Screaming Frog lets you enter a domain and inspects its entirety to find any of the issues we mentioned above.
It gives you an overview of your site’s health and finds issues that are worth investigating.
You can export the results for easier viewing.
Scrolling left will reveal more information about each page.
SEO audits can be intensive but the rewards are worth the trouble. In one case, an e-commerce site increased its transactions by as much as 336% thanks to their SEO audit.
Off-page SEO is optimizing your page through external factors. Primarily, it’s what SEO experts refer to as link building.
Links are arguably the biggest ranking factor in SEO. In Google’s view, your pages are worth ranking if there are a lot of pages linking back to your content.
To this day, there is still a strong correlation between links and rankings. And there are studies that prove this to be true.
As far as off-page SEO goes, a lot of experts have resorted to using black hat techniques which are basically practices that Google frowns upon. These are shady tactics that eventually get sites penalized after a short burst in SERP rankings.
What we recommend is for users to stick to white hat techniques which are the exact opposite.
White hat off-page SEO practices include:
Find competitors that are ranking for the keywords that you want to rank for. Then find the domains that are linking back to them.
The idea is to get these domains to link back to you instead.
Ahrefs wrote a detailed post on how you can accomplish this.
Find bloggers who welcome guest posts on their site. Create content that’s catered to them and their audience in exchange for a link going to your site.
Blogging Basics 101 shares tips on how to go about guest blogging the right way.
Broken Link Building
Here you’ll be hunting for broken links on high-authority sites.
Your goal is to get these sites to update their broken links and replace them with ones that are pointing to your domain. It’s a win-win for both parties.

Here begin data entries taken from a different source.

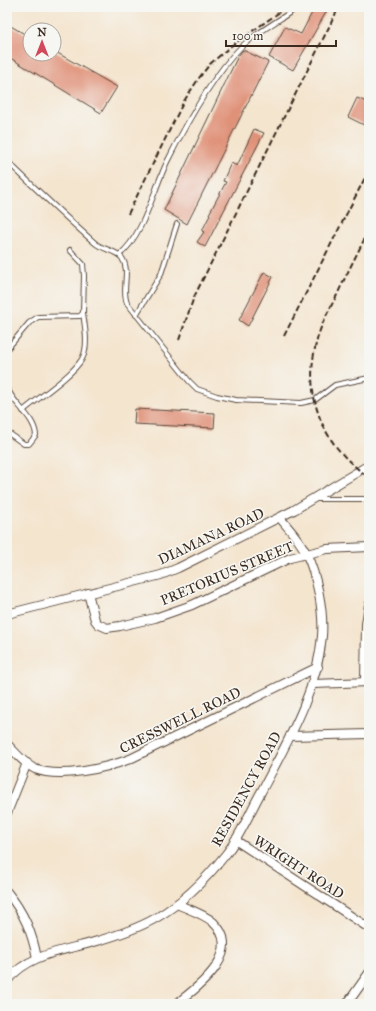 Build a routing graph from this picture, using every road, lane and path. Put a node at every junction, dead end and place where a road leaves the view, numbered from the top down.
1 (298, 7) edge
2 (368, 7) edge
3 (369, 19) edge
4 (7, 161) edge
5 (177, 224) dead end
6 (70, 250) dead end
7 (119, 255) junction
8 (83, 313) junction
9 (136, 315) junction
10 (7, 349) edge
11 (369, 378) edge
12 (7, 388) edge
13 (23, 411) junction
14 (7, 432) edge
15 (369, 465) edge
16 (314, 499) junction
17 (369, 499) edge
18 (280, 518) junction
19 (369, 547) edge
20 (306, 554) junction
21 (88, 593) junction
22 (369, 605) edge
23 (7, 614) edge
24 (318, 667) junction
25 (367, 682) edge
26 (313, 684) junction
27 (369, 734) edge
28 (290, 736) junction
29 (7, 744) edge
30 (27, 763) junction
31 (7, 813) edge
32 (236, 840) junction
33 (7, 892) edge
34 (177, 904) junction
35 (369, 928) edge
36 (38, 958) junction
37 (369, 973) edge
38 (7, 981) edge
39 (180, 1001) dead end
40 (347, 1004) edge

1 - 7 lane
2 - 3 lane
4 - 7 lane
5 - 9 lane
6 - 8 lane
7 - 9 lane
8 - 10 lane
8 - 13 lane
9 - 11 lane
12 - 13 lane
13 - 14 lane
15 - 16 street, DIAMANA ROAD
16 - 17 lane
16 - 18 street, DIAMANA ROAD
18 - 20 street, RESIDENCY ROAD
18 - 21 street, DIAMANA ROAD
19 - 20 street, PRETORIUS STREET
20 - 21 street, PRETORIUS STREET
20 - 24 street, RESIDENCY ROAD
21 - 23 street, DIAMANA ROAD
22 - 25 street
24 - 26 street, RESIDENCY ROAD
24 - 30 street, CRESSWELL ROAD
25 - 26 street
26 - 28 street, RESIDENCY ROAD
27 - 28 street
28 - 32 street, RESIDENCY ROAD
29 - 30 street, CRESSWELL ROAD
30 - 31 street
32 - 34 street, RESIDENCY ROAD
32 - 35 street, WRIGHT ROAD
33 - 36 street
34 - 36 street, RESIDENCY ROAD
34 - 39 street
36 - 38 street, RESIDENCY ROAD
37 - 40 street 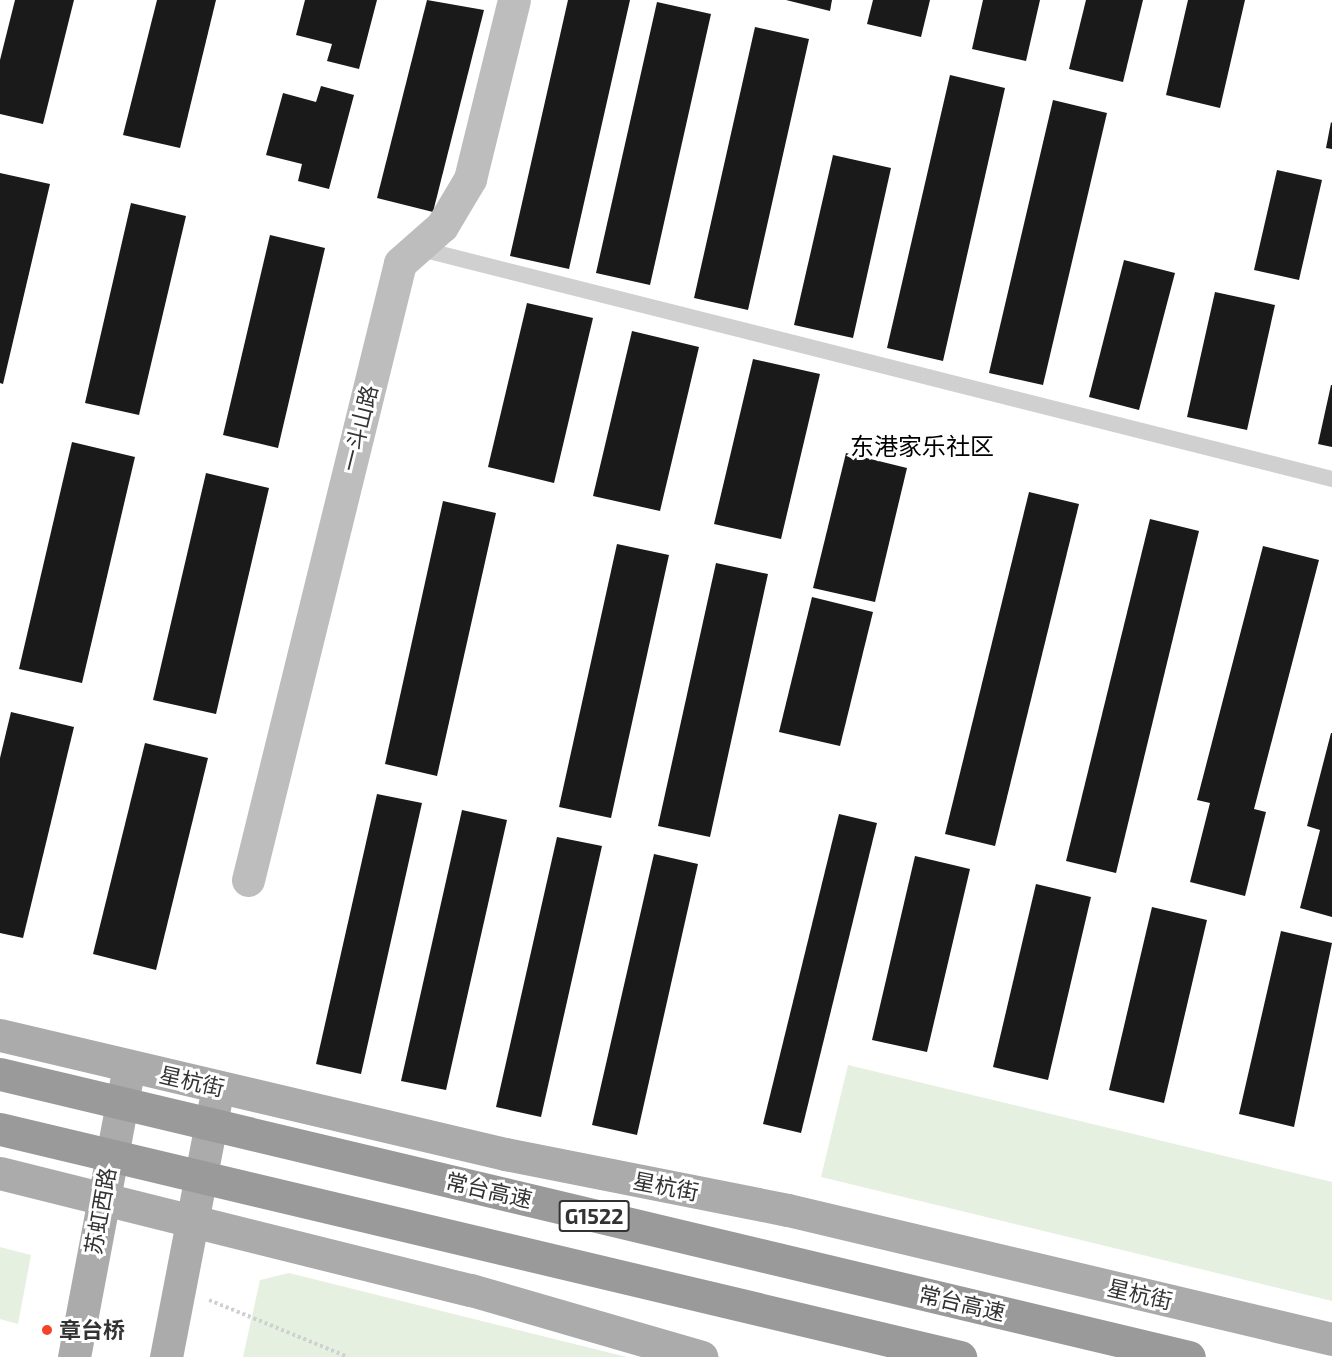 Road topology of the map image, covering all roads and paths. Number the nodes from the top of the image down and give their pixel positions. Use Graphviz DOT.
graph roads {
  1 [pos="514,0"];
  2 [pos="417,248"];
  3 [pos="1332,479"];
  4 [pos="248,880"];
  5 [pos="0,1035"];
  6 [pos="129,1066"];
  7 [pos="0,1074"];
  8 [pos="218,1087"];
  9 [pos="0,1130"];
  10 [pos="0,1173"];
  11 [pos="101,1197"];
  12 [pos="189,1220"];
  13 [pos="177,1288"];
  14 [pos="1332,1339"];
  15 [pos="74,1357"];
  16 [pos="166,1357"];
  17 [pos="348,1357"];
  18 [pos="701,1357"];
  19 [pos="960,1357"];
  20 [pos="1189,1357"];
  1 -- 2 [label="street, 一斗山路"];
  2 -- 3 [label="lane"];
  2 -- 4 [label="street, 一斗山路"];
  5 -- 6 [label="main road, 星杭街"];
  6 -- 8 [label="main road, 星杭街"];
  6 -- 11 [label="main road, 苏虹西路"];
  7 -- 20 [label="highway, 常台高速 / G1522, bridge"];
  8 -- 12 [label="main road"];
  8 -- 14 [label="main road, 星杭街"];
  9 -- 19 [label="highway, G1522, bridge"];
  10 -- 11 [label="main road"];
  11 -- 12 [label="main road"];
  11 -- 15 [label="main road, 苏虹西路"];
  12 -- 13 [label="main road"];
  12 -- 18 [label="main road"];
  13 -- 16 [label="main road"];
  13 -- 17 [label="path"];
} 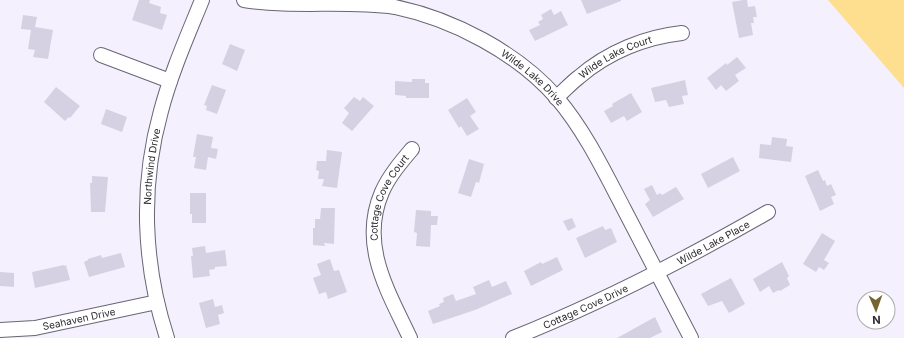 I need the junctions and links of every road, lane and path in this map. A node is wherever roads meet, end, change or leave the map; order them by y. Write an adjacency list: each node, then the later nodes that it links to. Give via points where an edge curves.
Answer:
1 (202, 0): 6 (street, Northwind Drive)
2 (244, 0): 3 (street, Wilde Lake Drive, via 276,3)
3 (380, 2): 7 (street, Wilde Lake Drive, via 426,15 494,46 521,66)
4 (682, 33): 7 (street, Wilde Lake Court, via 662,35 622,49 579,76)
5 (101, 55): 6 (street)
6 (170, 81): 11 (street, Northwind Drive, via 152,146 147,188 147,229)
7 (556, 98): 10 (street, Wilde Lake Drive, via 585,138)
8 (412, 149): 14 (street, Cottage Cove Court, via 382,192 374,226 379,270)
9 (768, 212): 10 (street, Wilde Lake Place)
10 (657, 272): 15 (street, Cottage Cove Drive, via 599,302); 16 (street, Wilde Lake Drive)
11 (157, 302): 12 (street, Seahaven Drive, via 35,328); 13 (street, Northwind Drive)
12 (0, 330)
13 (167, 338)
14 (410, 338)
15 (513, 338)
16 (691, 338) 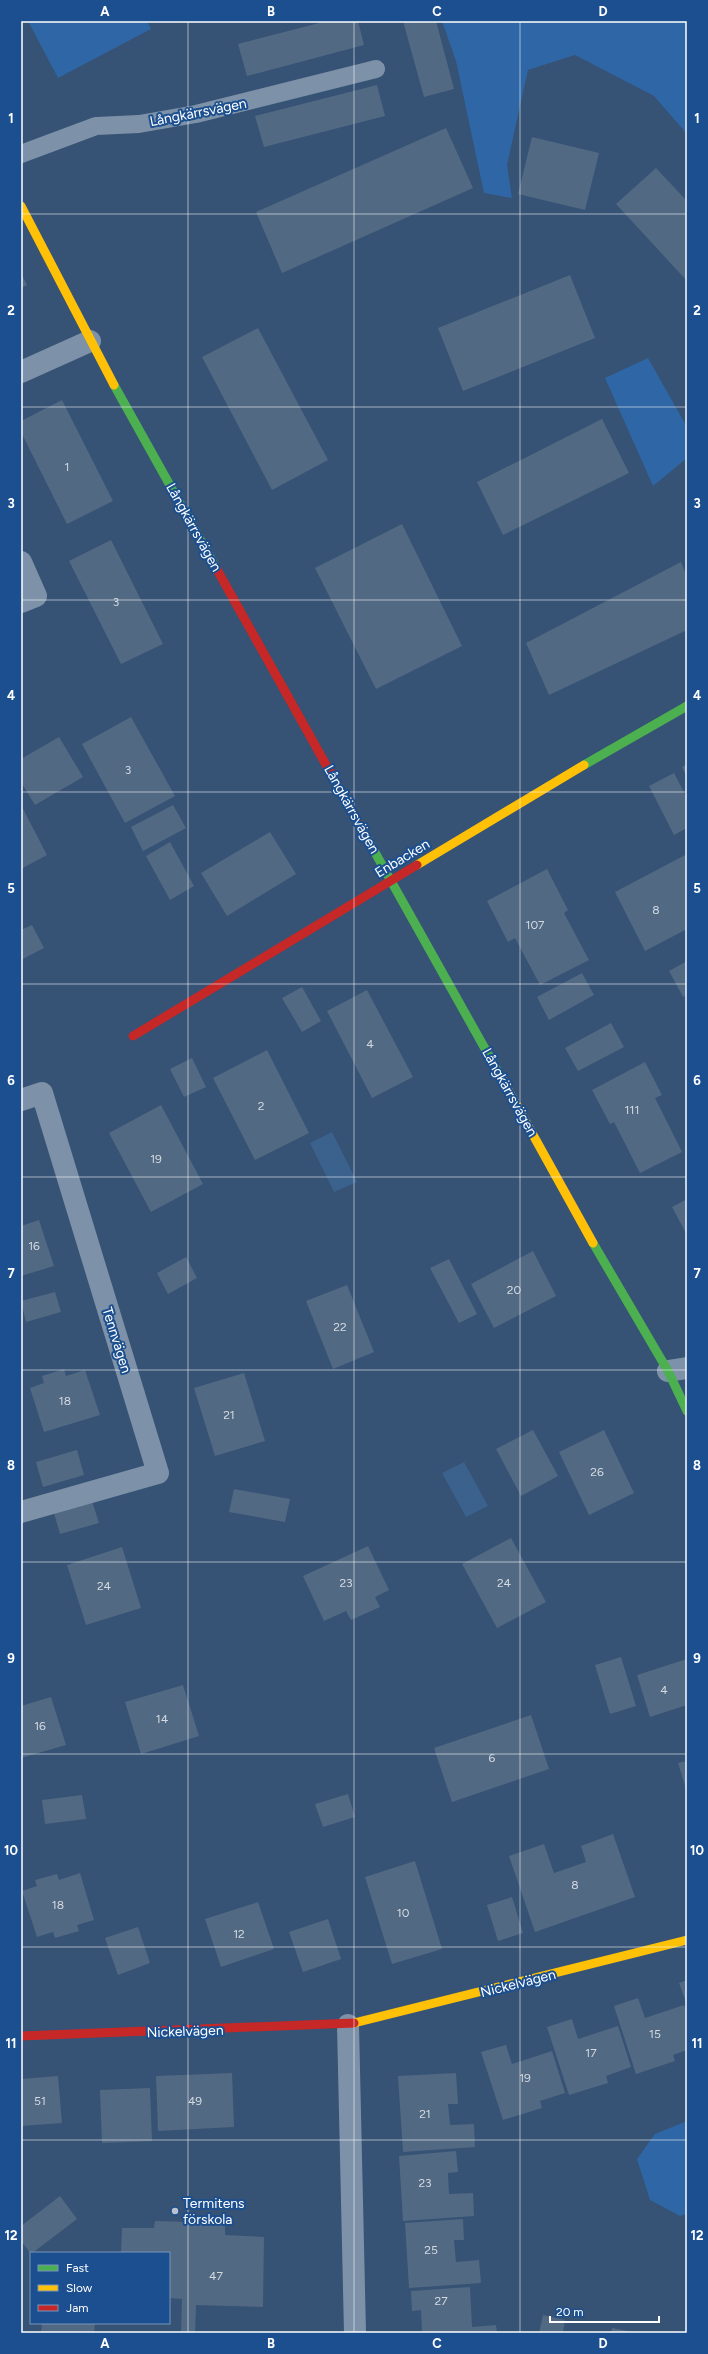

Follow this guide from Backlinko to get started.
Unlinked Brand Mentions
It’s almost the same as the broken link building strategy. Only this time, you’re looking for any mention of your brand that is not linking back to your pages.
Since they are already linking back to you, that means these webmasters are already aware of who you are. In theory, you won’t have to convince them too hard to give you a backlink.
Moz has an in-depth article covering this very topic.
Let’s be honest here: SEO is a complex practice.
It requires technical analysis and knowledge on your part to get your website to rank on top of Google search.
However, you don’t have to take everything in about SEO all at once.
You can take as much time as you want until you get comfortable about one step before moving on to the next.
This post should guide you through the different steps until you get more familiar with the practice as a whole.
Take our advice to heart and pretty soon, you’ll be making your way up the SERPs along with the best of them.